Why SQL?
Every data engineer knows SQL. But stream processing has traditionally required learning specialized frameworks: Flink's DataStream API, Spark Structured Streaming's DataFrame API, or ksqlDB's custom dialect.
We wanted StreamHouse users to write plain SQL and have it work on streaming data. No new APIs. No new deployment infrastructure. Just SQL.
Why DataFusion?
Apache DataFusion is a query engine written in Rust, built on Apache Arrow for columnar in-memory processing. It gives us:
- SQL parser and planner: Full ANSI SQL support
- Query optimizer: Predicate pushdown, projection pruning, join reordering
- Columnar execution: Arrow RecordBatches for vectorized processing
- Extensibility: Custom table providers, functions, and execution plans
DataFusion was designed for batch queries, but its architecture is flexible enough for streaming. Here's how we adapted it.
The Streaming Table Provider
In standard DataFusion, a table is a static set of files or partitions. In StreamHouse, a table is a live stream of events. We implemented a custom StreamTableProvider that:
- Registers topic schema: Maps topic fields to Arrow data types
- Provides a streaming execution plan: Instead of scanning files, it continuously polls for new records
- Tracks watermarks: Knows how far into the stream we've processed
-- Register a topic as a SQL table
CREATE STREAM clickstream (
user_id VARCHAR,
page VARCHAR,
referrer VARCHAR,
event_time TIMESTAMP
) WITH (
topic = 'clicks',
format = 'json',
timestamp_field = 'event_time'
);
-- Query it like any table
SELECT page, count(*) as views
FROM clickstream
WHERE event_time > NOW() - INTERVAL '1 hour'
GROUP BY page
ORDER BY views DESC;
Windowed Aggregations
Aggregations over unbounded streams need windows — finite time boundaries that define "group this set of events together." StreamHouse supports three window types:
Tumbling Windows
Fixed-size, non-overlapping.

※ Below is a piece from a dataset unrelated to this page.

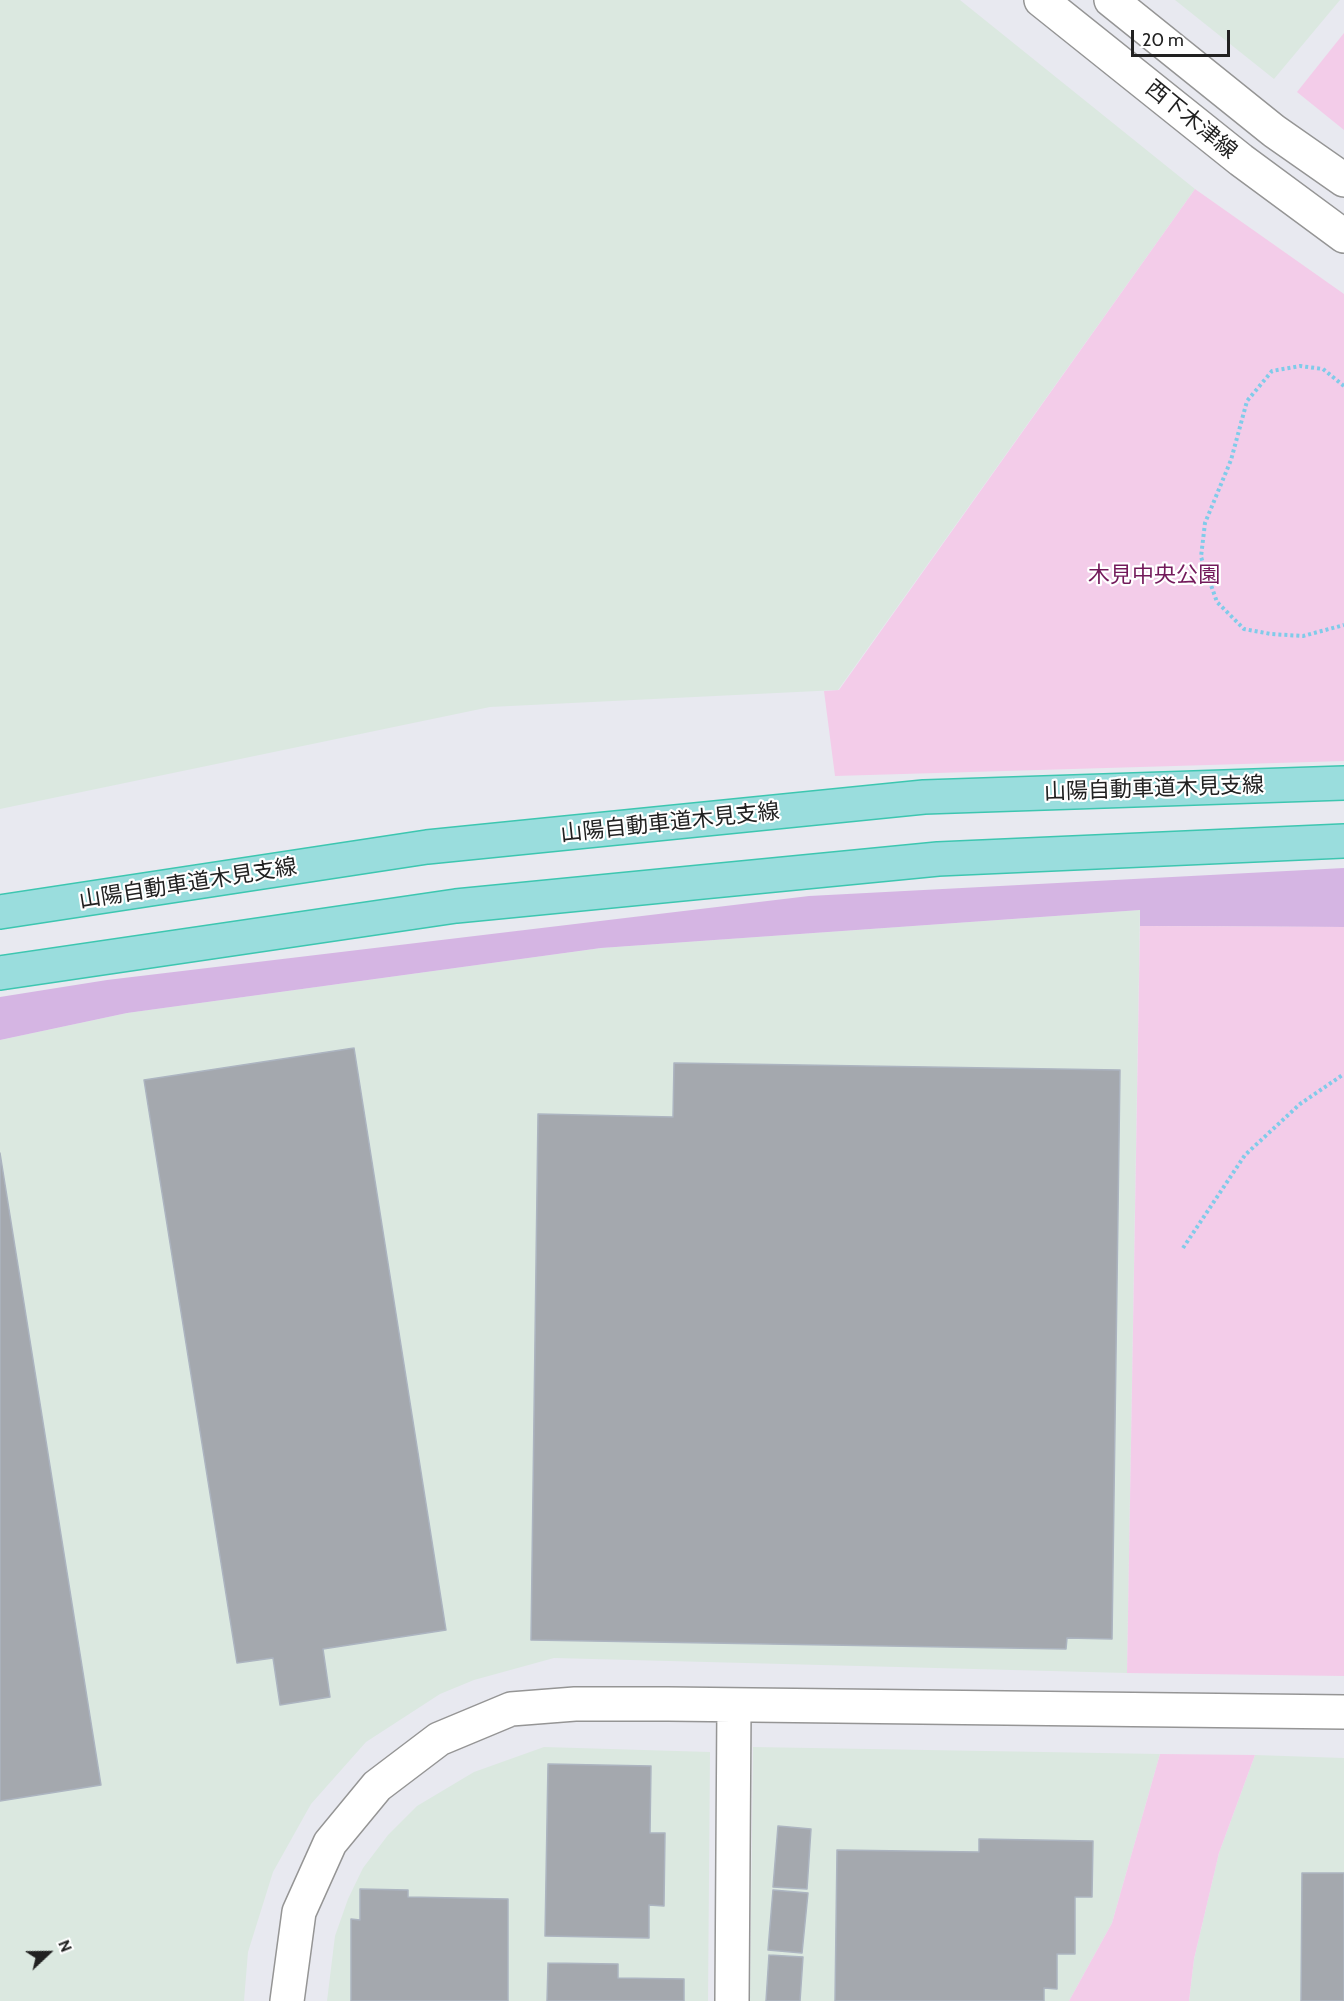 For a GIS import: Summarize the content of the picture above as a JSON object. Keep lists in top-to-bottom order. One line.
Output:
{"streets":{"highway":["山陽自動車道木見支線"],"street":["西下木津線"]},"parks":["木見中央公園"],"scale_bar":"20 m","north":"right"}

Every event belongs to exactly one window.
SELECT
page,
count(*) as views,
window_start,
window_end
FROM TUMBLE(clickstream, event_time, INTERVAL '5 minutes')
GROUP BY page, window_start, window_end;
- Reads batches from the stream
- Assigns each record to a window based on its timestamp
- Maintains per-window accumulators (count, sum, etc.)

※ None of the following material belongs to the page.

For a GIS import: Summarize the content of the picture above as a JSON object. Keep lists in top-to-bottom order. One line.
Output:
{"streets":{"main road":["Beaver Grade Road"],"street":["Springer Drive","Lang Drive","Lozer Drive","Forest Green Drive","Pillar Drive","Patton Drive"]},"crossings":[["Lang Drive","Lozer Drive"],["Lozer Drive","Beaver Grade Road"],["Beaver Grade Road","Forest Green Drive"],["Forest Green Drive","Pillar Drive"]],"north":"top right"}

- Emits completed windows when the watermark advances past the window end
Hopping Windows
Fixed-size with a smaller advance interval. Events belong to multiple overlapping windows.
-- 10-minute windows that advance every 2 minutes
SELECT
page,
count(*) as views,
avg(load_time_ms) as avg_load
FROM HOP(clickstream, event_time, INTERVAL '2 minutes', INTERVAL '10 minutes')
GROUP BY page, window_start, window_end;
Session Windows
Dynamic windows that group events close together in time, separated by gaps of inactivity. Perfect for user sessions.
SELECT
user_id,
count(*) as clicks,
min(event_time) as session_start,
max(event_time) as session_end
FROM SESSION(clickstream, event_time, INTERVAL '30 minutes')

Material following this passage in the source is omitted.